WHAT TO WORK ON
Return the records that follow, matching each one exactly.

EXERCISE DATA
=======

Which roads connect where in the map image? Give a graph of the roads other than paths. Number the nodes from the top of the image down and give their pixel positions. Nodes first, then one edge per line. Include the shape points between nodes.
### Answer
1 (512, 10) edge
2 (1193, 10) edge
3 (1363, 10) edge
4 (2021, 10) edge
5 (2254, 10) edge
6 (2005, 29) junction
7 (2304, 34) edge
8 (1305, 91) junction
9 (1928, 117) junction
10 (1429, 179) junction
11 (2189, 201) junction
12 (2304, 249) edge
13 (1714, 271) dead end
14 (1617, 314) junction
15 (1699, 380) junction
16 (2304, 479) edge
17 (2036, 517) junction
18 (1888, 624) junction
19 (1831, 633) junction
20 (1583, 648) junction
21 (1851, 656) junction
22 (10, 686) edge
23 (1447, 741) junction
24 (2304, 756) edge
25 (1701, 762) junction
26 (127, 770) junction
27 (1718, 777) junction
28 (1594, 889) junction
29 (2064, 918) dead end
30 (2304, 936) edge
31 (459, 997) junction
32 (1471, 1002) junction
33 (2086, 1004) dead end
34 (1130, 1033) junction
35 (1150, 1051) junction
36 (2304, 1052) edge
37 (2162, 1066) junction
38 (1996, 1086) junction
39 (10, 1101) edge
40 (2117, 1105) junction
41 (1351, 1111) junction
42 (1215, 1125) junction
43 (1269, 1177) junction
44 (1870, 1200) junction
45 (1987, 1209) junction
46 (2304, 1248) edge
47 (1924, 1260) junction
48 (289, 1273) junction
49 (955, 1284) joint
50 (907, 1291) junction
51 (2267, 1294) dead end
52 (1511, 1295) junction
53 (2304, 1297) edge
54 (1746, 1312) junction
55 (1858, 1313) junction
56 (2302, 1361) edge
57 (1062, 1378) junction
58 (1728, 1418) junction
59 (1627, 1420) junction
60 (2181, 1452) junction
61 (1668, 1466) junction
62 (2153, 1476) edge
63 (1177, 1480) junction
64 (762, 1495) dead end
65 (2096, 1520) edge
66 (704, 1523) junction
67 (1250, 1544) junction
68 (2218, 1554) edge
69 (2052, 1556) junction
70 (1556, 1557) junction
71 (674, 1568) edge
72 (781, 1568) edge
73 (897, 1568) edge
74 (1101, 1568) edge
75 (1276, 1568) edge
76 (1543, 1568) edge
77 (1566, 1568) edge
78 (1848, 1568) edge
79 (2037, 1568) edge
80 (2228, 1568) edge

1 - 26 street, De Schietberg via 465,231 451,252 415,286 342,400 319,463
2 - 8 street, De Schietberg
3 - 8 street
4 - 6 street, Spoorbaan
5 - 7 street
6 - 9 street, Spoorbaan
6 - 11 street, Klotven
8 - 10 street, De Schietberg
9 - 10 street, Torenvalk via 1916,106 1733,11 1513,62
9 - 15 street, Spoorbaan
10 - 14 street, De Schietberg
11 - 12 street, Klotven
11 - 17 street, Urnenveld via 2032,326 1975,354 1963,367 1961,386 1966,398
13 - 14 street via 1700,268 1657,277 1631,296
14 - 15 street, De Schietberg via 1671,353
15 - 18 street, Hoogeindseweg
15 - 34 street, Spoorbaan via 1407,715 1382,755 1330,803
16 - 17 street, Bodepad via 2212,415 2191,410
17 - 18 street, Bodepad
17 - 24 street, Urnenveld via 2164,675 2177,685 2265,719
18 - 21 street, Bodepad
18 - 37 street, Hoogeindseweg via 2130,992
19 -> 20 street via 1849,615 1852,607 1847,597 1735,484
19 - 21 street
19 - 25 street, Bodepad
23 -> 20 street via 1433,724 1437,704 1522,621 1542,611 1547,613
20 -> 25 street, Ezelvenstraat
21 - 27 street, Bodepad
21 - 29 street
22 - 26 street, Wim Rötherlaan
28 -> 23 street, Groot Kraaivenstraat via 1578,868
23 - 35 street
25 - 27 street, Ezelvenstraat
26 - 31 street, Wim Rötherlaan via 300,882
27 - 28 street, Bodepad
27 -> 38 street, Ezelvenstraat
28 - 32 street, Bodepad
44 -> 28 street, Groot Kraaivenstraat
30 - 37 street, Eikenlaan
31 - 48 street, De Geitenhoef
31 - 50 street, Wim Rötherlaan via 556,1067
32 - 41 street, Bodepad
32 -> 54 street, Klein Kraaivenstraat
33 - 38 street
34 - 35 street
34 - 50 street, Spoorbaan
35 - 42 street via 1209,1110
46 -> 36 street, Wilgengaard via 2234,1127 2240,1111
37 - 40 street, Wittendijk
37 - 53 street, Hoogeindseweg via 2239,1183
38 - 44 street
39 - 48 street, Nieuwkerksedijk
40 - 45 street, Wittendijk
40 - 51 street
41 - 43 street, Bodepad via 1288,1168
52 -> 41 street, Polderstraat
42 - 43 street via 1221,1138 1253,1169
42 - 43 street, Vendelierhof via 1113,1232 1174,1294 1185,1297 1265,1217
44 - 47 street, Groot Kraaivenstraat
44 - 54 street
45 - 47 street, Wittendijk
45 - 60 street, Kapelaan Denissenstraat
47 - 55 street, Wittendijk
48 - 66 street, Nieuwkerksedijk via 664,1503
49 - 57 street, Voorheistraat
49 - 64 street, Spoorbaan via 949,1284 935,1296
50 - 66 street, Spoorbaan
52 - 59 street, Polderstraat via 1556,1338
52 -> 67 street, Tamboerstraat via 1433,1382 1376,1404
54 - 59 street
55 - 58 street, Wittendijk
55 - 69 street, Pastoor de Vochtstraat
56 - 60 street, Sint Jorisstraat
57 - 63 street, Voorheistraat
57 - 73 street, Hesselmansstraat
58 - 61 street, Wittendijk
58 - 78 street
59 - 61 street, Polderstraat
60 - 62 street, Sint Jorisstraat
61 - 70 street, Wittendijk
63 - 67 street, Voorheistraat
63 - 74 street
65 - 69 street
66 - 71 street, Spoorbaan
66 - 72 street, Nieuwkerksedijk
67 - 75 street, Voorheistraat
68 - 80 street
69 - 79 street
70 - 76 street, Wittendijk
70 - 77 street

=======

EXERCISE SOLUTION
Which roads connect where in the map image? Give a graph of the roads other than paths. Number the nodes from the top of the image down and give their pixel positions. Nodes first, then one edge per line. Include the shape points between nodes.
### Answer
1 (512, 10) edge
2 (1193, 10) edge
3 (1363, 10) edge
4 (2021, 10) edge
5 (2254, 10) edge
6 (2005, 29) junction
7 (2304, 34) edge
8 (1305, 91) junction
9 (1928, 117) junction
10 (1429, 179) junction
11 (2189, 201) junction
12 (2304, 249) edge
13 (1714, 271) dead end
14 (1617, 314) junction
15 (1699, 380) junction
16 (2304, 479) edge
17 (2036, 517) junction
18 (1888, 624) junction
19 (1831, 633) junction
20 (1583, 648) junction
21 (1851, 656) junction
22 (10, 686) edge
23 (1447, 741) junction
24 (2304, 756) edge
25 (1701, 762) junction
26 (127, 770) junction
27 (1718, 777) junction
28 (1594, 889) junction
29 (2064, 918) dead end
30 (2304, 936) edge
31 (459, 997) junction
32 (1471, 1002) junction
33 (2086, 1004) dead end
34 (1130, 1033) junction
35 (1150, 1051) junction
36 (2304, 1052) edge
37 (2162, 1066) junction
38 (1996, 1086) junction
39 (10, 1101) edge
40 (2117, 1105) junction
41 (1351, 1111) junction
42 (1215, 1125) junction
43 (1269, 1177) junction
44 (1870, 1200) junction
45 (1987, 1209) junction
46 (2304, 1248) edge
47 (1924, 1260) junction
48 (289, 1273) junction
49 (955, 1284) joint
50 (907, 1291) junction
51 (2267, 1294) dead end
52 (1511, 1295) junction
53 (2304, 1297) edge
54 (1746, 1312) junction
55 (1858, 1313) junction
56 (2302, 1361) edge
57 (1062, 1378) junction
58 (1728, 1418) junction
59 (1627, 1420) junction
60 (2181, 1452) junction
61 (1668, 1466) junction
62 (2153, 1476) edge
63 (1177, 1480) junction
64 (762, 1495) dead end
65 (2096, 1520) edge
66 (704, 1523) junction
67 (1250, 1544) junction
68 (2218, 1554) edge
69 (2052, 1556) junction
70 (1556, 1557) junction
71 (674, 1568) edge
72 (781, 1568) edge
73 (897, 1568) edge
74 (1101, 1568) edge
75 (1276, 1568) edge
76 (1543, 1568) edge
77 (1566, 1568) edge
78 (1848, 1568) edge
79 (2037, 1568) edge
80 (2228, 1568) edge

1 - 26 street, De Schietberg via 465,231 451,252 415,286 342,400 319,463
2 - 8 street, De Schietberg
3 - 8 street
4 - 6 street, Spoorbaan
5 - 7 street
6 - 9 street, Spoorbaan
6 - 11 street, Klotven
8 - 10 street, De Schietberg
9 - 10 street, Torenvalk via 1916,106 1733,11 1513,62
9 - 15 street, Spoorbaan
10 - 14 street, De Schietberg
11 - 12 street, Klotven
11 - 17 street, Urnenveld via 2032,326 1975,354 1963,367 1961,386 1966,398
13 - 14 street via 1700,268 1657,277 1631,296
14 - 15 street, De Schietberg via 1671,353
15 - 18 street, Hoogeindseweg
15 - 34 street, Spoorbaan via 1407,715 1382,755 1330,803
16 - 17 street, Bodepad via 2212,415 2191,410
17 - 18 street, Bodepad
17 - 24 street, Urnenveld via 2164,675 2177,685 2265,719
18 - 21 street, Bodepad
18 - 37 street, Hoogeindseweg via 2130,992
19 -> 20 street via 1849,615 1852,607 1847,597 1735,484
19 - 21 street
19 - 25 street, Bodepad
23 -> 20 street via 1433,724 1437,704 1522,621 1542,611 1547,613
20 -> 25 street, Ezelvenstraat
21 - 27 street, Bodepad
21 - 29 street
22 - 26 street, Wim Rötherlaan
28 -> 23 street, Groot Kraaivenstraat via 1578,868
23 - 35 street
25 - 27 street, Ezelvenstraat
26 - 31 street, Wim Rötherlaan via 300,882
27 - 28 street, Bodepad
27 -> 38 street, Ezelvenstraat
28 - 32 street, Bodepad
44 -> 28 street, Groot Kraaivenstraat
30 - 37 street, Eikenlaan
31 - 48 street, De Geitenhoef
31 - 50 street, Wim Rötherlaan via 556,1067
32 - 41 street, Bodepad
32 -> 54 street, Klein Kraaivenstraat
33 - 38 street
34 - 35 street
34 - 50 street, Spoorbaan
35 - 42 street via 1209,1110
46 -> 36 street, Wilgengaard via 2234,1127 2240,1111
37 - 40 street, Wittendijk
37 - 53 street, Hoogeindseweg via 2239,1183
38 - 44 street
39 - 48 street, Nieuwkerksedijk
40 - 45 street, Wittendijk
40 - 51 street
41 - 43 street, Bodepad via 1288,1168
52 -> 41 street, Polderstraat
42 - 43 street via 1221,1138 1253,1169
42 - 43 street, Vendelierhof via 1113,1232 1174,1294 1185,1297 1265,1217
44 - 47 street, Groot Kraaivenstraat
44 - 54 street
45 - 47 street, Wittendijk
45 - 60 street, Kapelaan Denissenstraat
47 - 55 street, Wittendijk
48 - 66 street, Nieuwkerksedijk via 664,1503
49 - 57 street, Voorheistraat
49 - 64 street, Spoorbaan via 949,1284 935,1296
50 - 66 street, Spoorbaan
52 - 59 street, Polderstraat via 1556,1338
52 -> 67 street, Tamboerstraat via 1433,1382 1376,1404
54 - 59 street
55 - 58 street, Wittendijk
55 - 69 street, Pastoor de Vochtstraat
56 - 60 street, Sint Jorisstraat
57 - 63 street, Voorheistraat
57 - 73 street, Hesselmansstraat
58 - 61 street, Wittendijk
58 - 78 street
59 - 61 street, Polderstraat
60 - 62 street, Sint Jorisstraat
61 - 70 street, Wittendijk
63 - 67 street, Voorheistraat
63 - 74 street
65 - 69 street
66 - 71 street, Spoorbaan
66 - 72 street, Nieuwkerksedijk
67 - 75 street, Voorheistraat
68 - 80 street
69 - 79 street
70 - 76 street, Wittendijk
70 - 77 street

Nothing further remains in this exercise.